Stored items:
┄┄┄┄┄┄┄┄┄┄
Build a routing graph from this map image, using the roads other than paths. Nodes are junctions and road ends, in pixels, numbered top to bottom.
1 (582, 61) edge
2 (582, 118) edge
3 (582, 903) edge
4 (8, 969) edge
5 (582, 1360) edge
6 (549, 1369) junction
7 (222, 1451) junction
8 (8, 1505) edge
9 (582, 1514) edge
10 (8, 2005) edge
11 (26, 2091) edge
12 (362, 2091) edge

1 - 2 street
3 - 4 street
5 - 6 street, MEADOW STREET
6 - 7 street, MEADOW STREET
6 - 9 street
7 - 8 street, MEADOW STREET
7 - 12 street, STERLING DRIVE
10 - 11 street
┄┄┄┄┄┄┄┄┄┄
## Problem requirements:
All of the entries must be written out exactly as they stand.

## Written reply:
Build a routing graph from this map image, using the roads other than paths. Nodes are junctions and road ends, in pixels, numbered top to bottom.
1 (582, 61) edge
2 (582, 118) edge
3 (582, 903) edge
4 (8, 969) edge
5 (582, 1360) edge
6 (549, 1369) junction
7 (222, 1451) junction
8 (8, 1505) edge
9 (582, 1514) edge
10 (8, 2005) edge
11 (26, 2091) edge
12 (362, 2091) edge

1 - 2 street
3 - 4 street
5 - 6 street, MEADOW STREET
6 - 7 street, MEADOW STREET
6 - 9 street
7 - 8 street, MEADOW STREET
7 - 12 street, STERLING DRIVE
10 - 11 street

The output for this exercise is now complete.